*** Source data ***

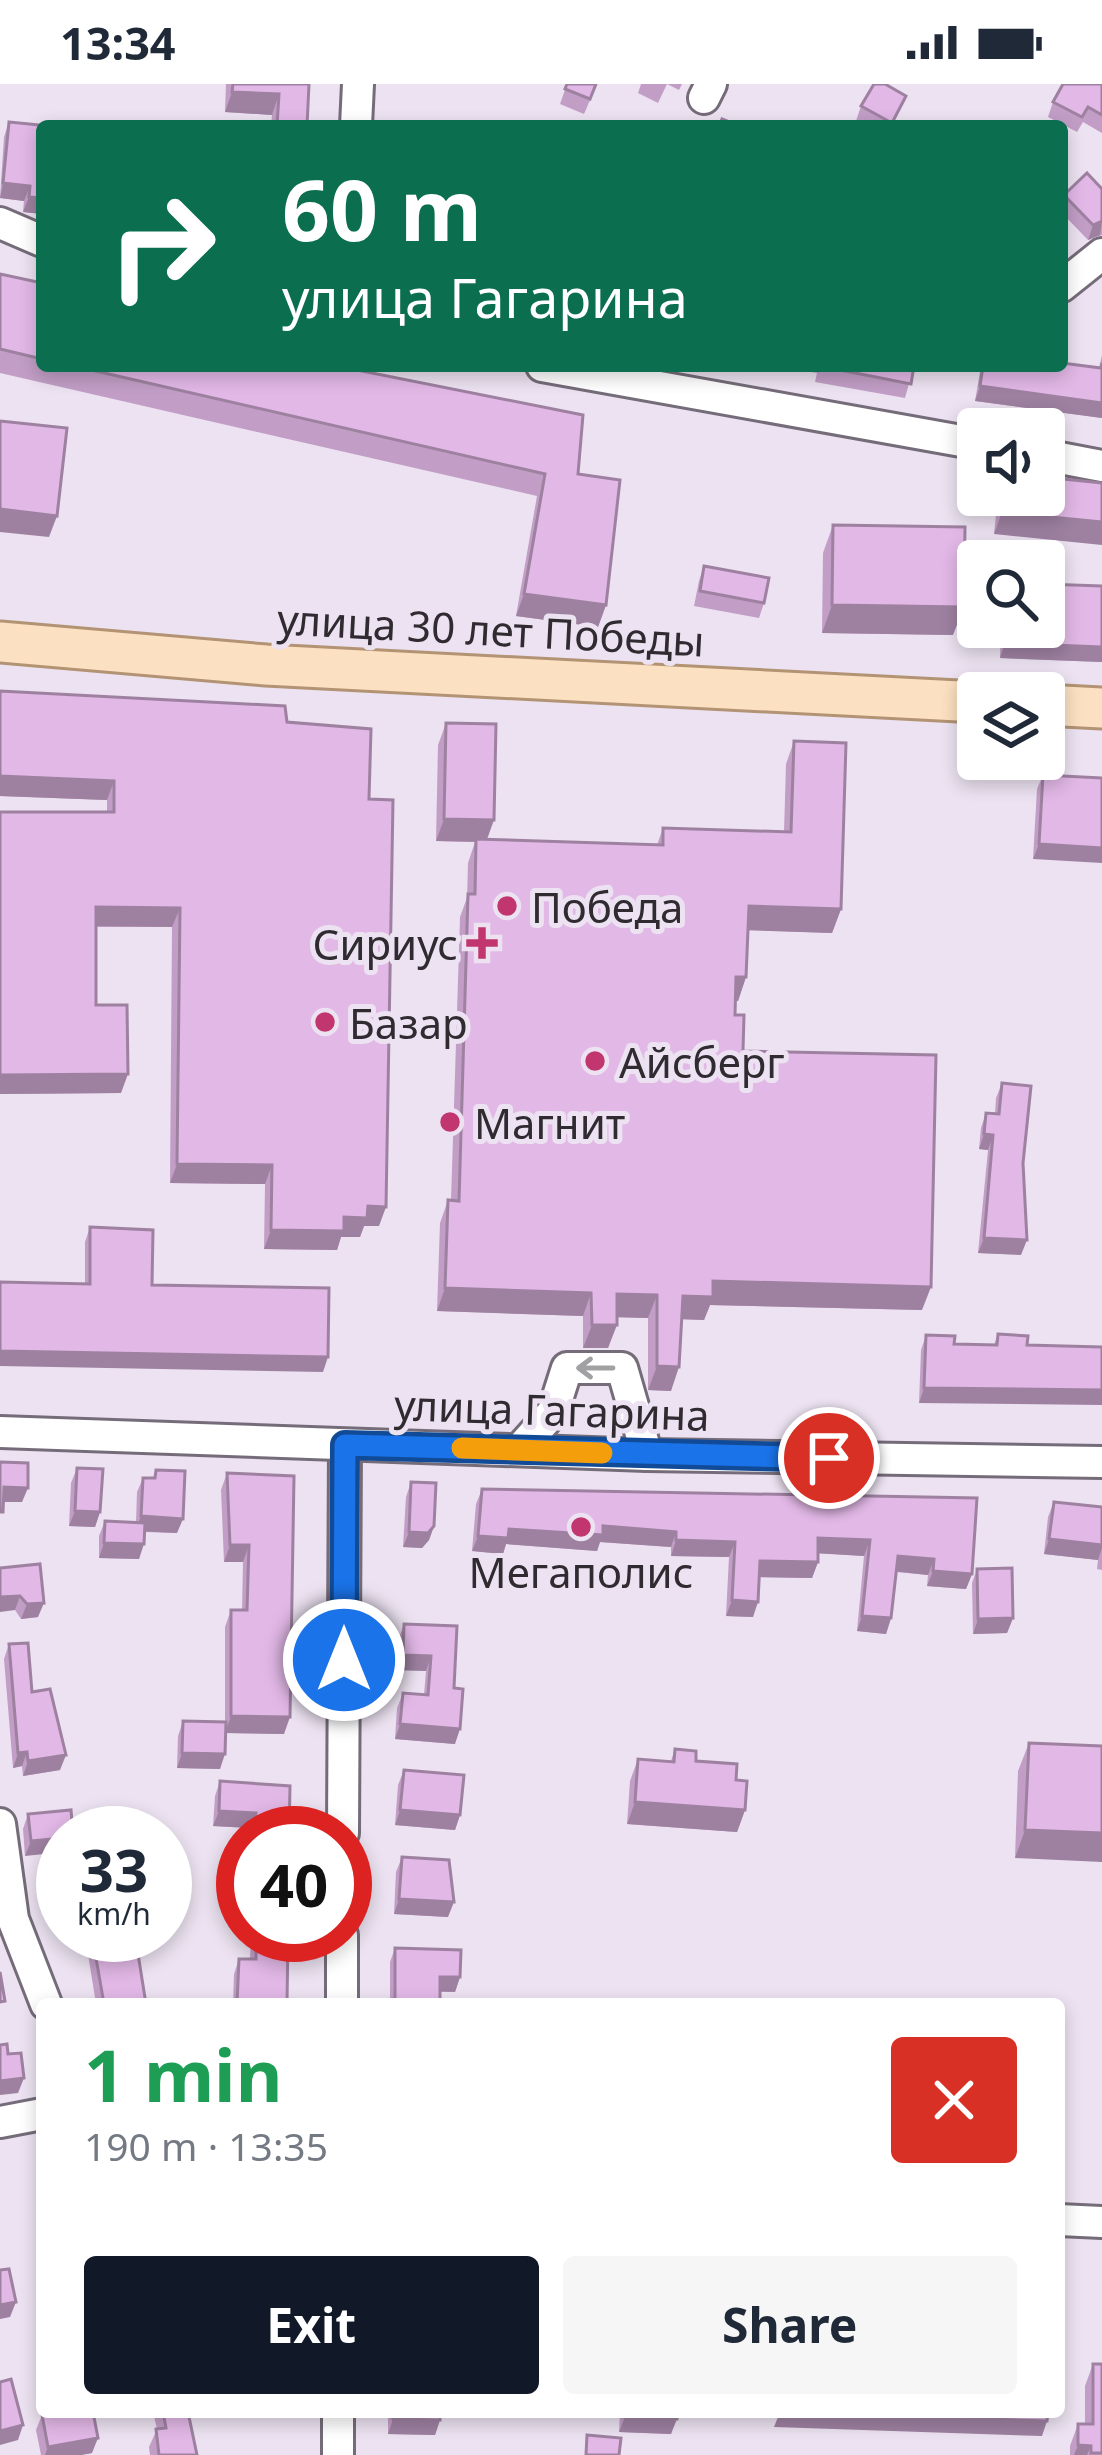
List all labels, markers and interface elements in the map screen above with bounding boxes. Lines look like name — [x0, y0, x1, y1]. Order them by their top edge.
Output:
text: 13:34 — [60, 12, 176, 73]
text: 60 m — [282, 151, 482, 266]
icon: right — [84, 168, 240, 324]
text: улица Гагарина — [282, 260, 688, 334]
map controls — [957, 408, 1065, 780]
button: sound — [957, 408, 1065, 516]
button: search — [957, 540, 1065, 648]
street label: улица 30 лет Победы — [276, 589, 706, 669]
button: layers — [957, 672, 1065, 780]
place label: Победа — [531, 878, 683, 935]
marker: Победа — [494, 893, 520, 919]
place label: Сириус — [313, 915, 458, 972]
marker: Сириус — [469, 930, 495, 956]
place label: Базар — [349, 994, 468, 1051]
marker: Базар — [312, 1009, 338, 1035]
place label: Айсберг — [619, 1033, 785, 1090]
marker: Айсберг — [582, 1048, 608, 1074]
place label: Магнит — [474, 1094, 625, 1151]
marker: Магнит — [437, 1109, 463, 1135]
one-way arrow — [576, 1357, 615, 1379]
street label: улица Гагарина — [393, 1375, 711, 1443]
pin — [778, 1407, 880, 1509]
icon: arrive — [796, 1425, 862, 1491]
marker: Мегаполис — [568, 1514, 594, 1540]
place label: Мегаполис — [469, 1543, 693, 1600]
position arrow — [281, 1597, 407, 1723]
speed limit sign: 40 — [216, 1806, 372, 1962]
text: 33 — [80, 1828, 148, 1910]
text: km/h — [77, 1893, 151, 1934]
text: 1 min — [84, 2025, 282, 2123]
button: close — [891, 2037, 1017, 2163]
text: 190 m · 13:35 — [84, 2119, 328, 2172]
button: Exit — [84, 2256, 539, 2394]
button: Share — [563, 2256, 1017, 2394]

*** End of Source data ***

What you will do: Repeat each line of the records exactly. Do not include the pictures.

Answer box:
List all labels, markers and interface elements in the map screen above with bounding boxes. Lines look like name — [x0, y0, x1, y1]. Order them by their top edge.
Output:
text: 13:34 — [60, 12, 176, 73]
text: 60 m — [282, 151, 482, 266]
icon: right — [84, 168, 240, 324]
text: улица Гагарина — [282, 260, 688, 334]
map controls — [957, 408, 1065, 780]
button: sound — [957, 408, 1065, 516]
button: search — [957, 540, 1065, 648]
street label: улица 30 лет Победы — [276, 589, 706, 669]
button: layers — [957, 672, 1065, 780]
place label: Победа — [531, 878, 683, 935]
marker: Победа — [494, 893, 520, 919]
place label: Сириус — [313, 915, 458, 972]
marker: Сириус — [469, 930, 495, 956]
place label: Базар — [349, 994, 468, 1051]
marker: Базар — [312, 1009, 338, 1035]
place label: Айсберг — [619, 1033, 785, 1090]
marker: Айсберг — [582, 1048, 608, 1074]
place label: Магнит — [474, 1094, 625, 1151]
marker: Магнит — [437, 1109, 463, 1135]
one-way arrow — [576, 1357, 615, 1379]
street label: улица Гагарина — [393, 1375, 711, 1443]
pin — [778, 1407, 880, 1509]
icon: arrive — [796, 1425, 862, 1491]
marker: Мегаполис — [568, 1514, 594, 1540]
place label: Мегаполис — [469, 1543, 693, 1600]
position arrow — [281, 1597, 407, 1723]
speed limit sign: 40 — [216, 1806, 372, 1962]
text: 33 — [80, 1828, 148, 1910]
text: km/h — [77, 1893, 151, 1934]
text: 1 min — [84, 2025, 282, 2123]
button: close — [891, 2037, 1017, 2163]
text: 190 m · 13:35 — [84, 2119, 328, 2172]
button: Exit — [84, 2256, 539, 2394]
button: Share — [563, 2256, 1017, 2394]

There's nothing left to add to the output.